**Requirement**
The reply must be the number of lines in the following material that include the word "Right", and nothing more.

**Extracted information**
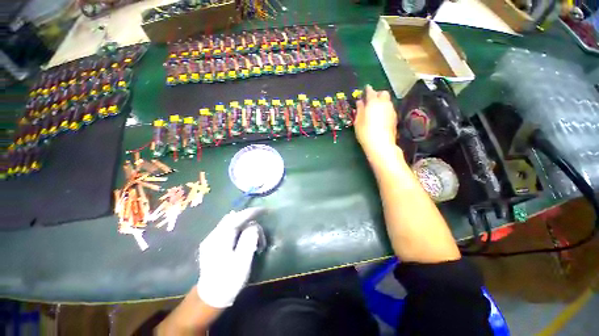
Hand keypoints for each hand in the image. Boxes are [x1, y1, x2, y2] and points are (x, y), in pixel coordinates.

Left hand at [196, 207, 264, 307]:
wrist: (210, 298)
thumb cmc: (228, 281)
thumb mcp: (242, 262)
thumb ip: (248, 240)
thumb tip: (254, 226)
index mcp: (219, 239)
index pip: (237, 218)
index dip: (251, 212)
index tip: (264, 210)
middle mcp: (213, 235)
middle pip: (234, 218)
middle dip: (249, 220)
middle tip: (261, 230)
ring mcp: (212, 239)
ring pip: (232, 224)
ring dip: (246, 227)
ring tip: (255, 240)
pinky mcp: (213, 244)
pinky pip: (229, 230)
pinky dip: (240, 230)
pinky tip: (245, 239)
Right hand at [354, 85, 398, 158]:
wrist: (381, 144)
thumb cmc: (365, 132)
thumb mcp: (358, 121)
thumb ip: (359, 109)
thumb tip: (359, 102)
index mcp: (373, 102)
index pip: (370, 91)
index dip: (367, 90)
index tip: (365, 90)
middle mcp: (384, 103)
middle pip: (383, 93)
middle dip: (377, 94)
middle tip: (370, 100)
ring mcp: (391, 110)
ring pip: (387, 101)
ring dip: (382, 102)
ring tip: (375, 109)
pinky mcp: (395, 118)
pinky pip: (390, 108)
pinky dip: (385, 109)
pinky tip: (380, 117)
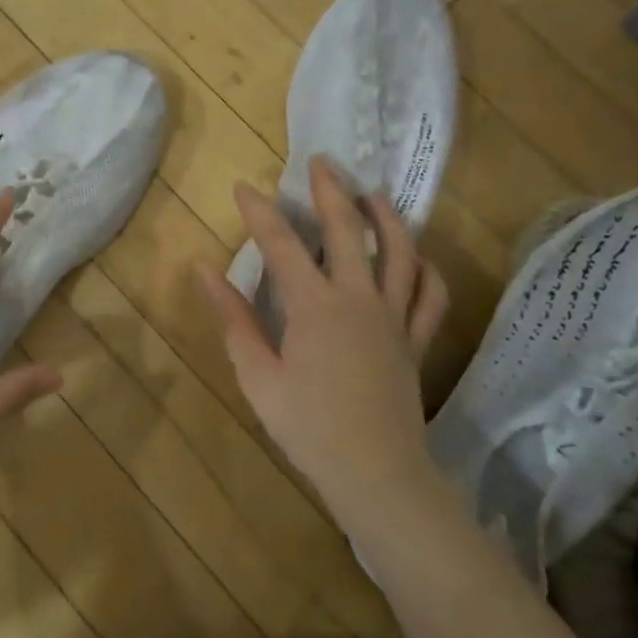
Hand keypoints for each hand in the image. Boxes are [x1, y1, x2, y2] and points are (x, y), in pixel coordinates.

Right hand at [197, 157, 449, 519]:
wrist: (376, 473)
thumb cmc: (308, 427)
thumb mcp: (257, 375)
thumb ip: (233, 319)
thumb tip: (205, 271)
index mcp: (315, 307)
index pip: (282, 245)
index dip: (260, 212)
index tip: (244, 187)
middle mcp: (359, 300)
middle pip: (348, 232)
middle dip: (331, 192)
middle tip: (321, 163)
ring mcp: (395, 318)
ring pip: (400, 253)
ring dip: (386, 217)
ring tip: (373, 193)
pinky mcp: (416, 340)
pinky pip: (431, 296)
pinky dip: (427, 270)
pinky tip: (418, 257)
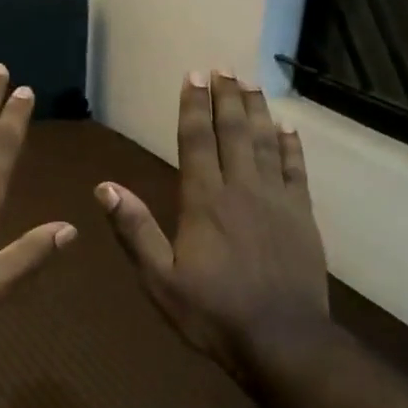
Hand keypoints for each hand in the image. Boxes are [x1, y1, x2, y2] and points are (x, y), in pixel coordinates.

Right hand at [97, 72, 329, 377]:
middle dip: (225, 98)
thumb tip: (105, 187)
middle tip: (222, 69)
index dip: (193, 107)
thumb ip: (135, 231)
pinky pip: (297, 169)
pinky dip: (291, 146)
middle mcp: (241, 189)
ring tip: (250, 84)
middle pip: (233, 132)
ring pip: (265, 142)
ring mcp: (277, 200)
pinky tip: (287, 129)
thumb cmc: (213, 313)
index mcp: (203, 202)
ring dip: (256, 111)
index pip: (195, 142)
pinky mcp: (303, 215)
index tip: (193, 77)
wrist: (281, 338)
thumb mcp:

**Solution to this problem**
3